He didn't have to look so surprised, Lexie thought irritably, as she brushed her hair away from her face. "I know you need my expertise in this area, and I am perfectly willing to help you come up with a personal style that better suits your position as CEO and president of McCabe Computer Games. You're not just a computer genius, Lewis, you're a successful executive now. You've got to dress the part."

To Lexie's surprise, Lewis wasn't looking as pleased by her offer as she had expected. Perhaps because he had taken offense? Call it a hazard of her profession, but she did tend to be a tad blunt when summing up a client's style woes. She flushed self-consciously and forced a smile. "I'll waive my regular fee."

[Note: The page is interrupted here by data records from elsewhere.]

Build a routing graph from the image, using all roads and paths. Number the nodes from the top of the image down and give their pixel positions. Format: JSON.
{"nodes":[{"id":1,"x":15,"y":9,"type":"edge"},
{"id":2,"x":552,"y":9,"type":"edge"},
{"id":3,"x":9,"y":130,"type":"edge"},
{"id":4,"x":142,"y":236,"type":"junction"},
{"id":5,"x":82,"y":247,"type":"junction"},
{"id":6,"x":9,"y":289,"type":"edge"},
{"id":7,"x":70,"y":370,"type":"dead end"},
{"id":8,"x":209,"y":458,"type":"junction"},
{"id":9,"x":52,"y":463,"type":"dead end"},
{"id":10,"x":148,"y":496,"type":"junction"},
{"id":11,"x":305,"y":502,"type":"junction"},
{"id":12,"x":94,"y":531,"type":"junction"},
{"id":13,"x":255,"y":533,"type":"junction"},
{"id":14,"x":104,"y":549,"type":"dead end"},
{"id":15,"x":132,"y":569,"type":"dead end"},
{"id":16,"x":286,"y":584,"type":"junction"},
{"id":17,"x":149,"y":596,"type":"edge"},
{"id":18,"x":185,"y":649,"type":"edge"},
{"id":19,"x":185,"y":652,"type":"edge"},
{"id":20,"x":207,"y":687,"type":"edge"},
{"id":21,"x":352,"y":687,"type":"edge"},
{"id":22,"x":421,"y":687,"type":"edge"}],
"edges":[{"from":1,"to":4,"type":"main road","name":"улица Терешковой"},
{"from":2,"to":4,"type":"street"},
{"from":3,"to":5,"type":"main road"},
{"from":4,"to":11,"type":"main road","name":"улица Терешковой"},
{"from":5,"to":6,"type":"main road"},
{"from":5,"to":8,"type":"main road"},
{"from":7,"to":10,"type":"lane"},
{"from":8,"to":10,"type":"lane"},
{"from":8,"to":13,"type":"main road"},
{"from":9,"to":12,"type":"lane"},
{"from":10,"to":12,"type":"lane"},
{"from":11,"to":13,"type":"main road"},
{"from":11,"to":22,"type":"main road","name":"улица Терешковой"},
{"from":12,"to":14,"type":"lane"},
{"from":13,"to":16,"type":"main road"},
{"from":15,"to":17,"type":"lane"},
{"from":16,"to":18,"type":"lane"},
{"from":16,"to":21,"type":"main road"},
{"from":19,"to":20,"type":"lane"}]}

Again, Lewis McCabe didn't appear to know whether to be pleased by her generous offer, or insulted.

"Instead," she forced herself to continue matter-of-factly,

"I want something much more valuable from you."

Having apparently recovered from the sight of her in the impossibly chaste nightgown, he strolled past her and settled confidently on the edge of her four-poster bed. He flashed her with a challenging half smile. "Okay, I'm all ears," he prodded dryly.

Lexie swallowed, trying hard not to notice how at home he looked in her bedroom. "I heard you and your brother Brad have a ranch now — with horses."

Lewis nodded, interest clearly piqued. "The Lazy M." Lexie raked her teeth across her lower lip. Her heart pounded at the implacable note in his low voice. "I want to go riding tonight." The brisk October weather was perfect for an evening ride.

Lewis shrugged, unconcerned. "Put your jeans and boots on. I'll take you."

She edged close enough to inhale the brisk masculine scent of his cologne. "It's not that simple," she said, keeping her voice low enough so they wouldn't be overheard.

Some emotion Lexie couldn't quite identify flickered in Lewis's eyes. "Of course it isn't," he replied knowingly.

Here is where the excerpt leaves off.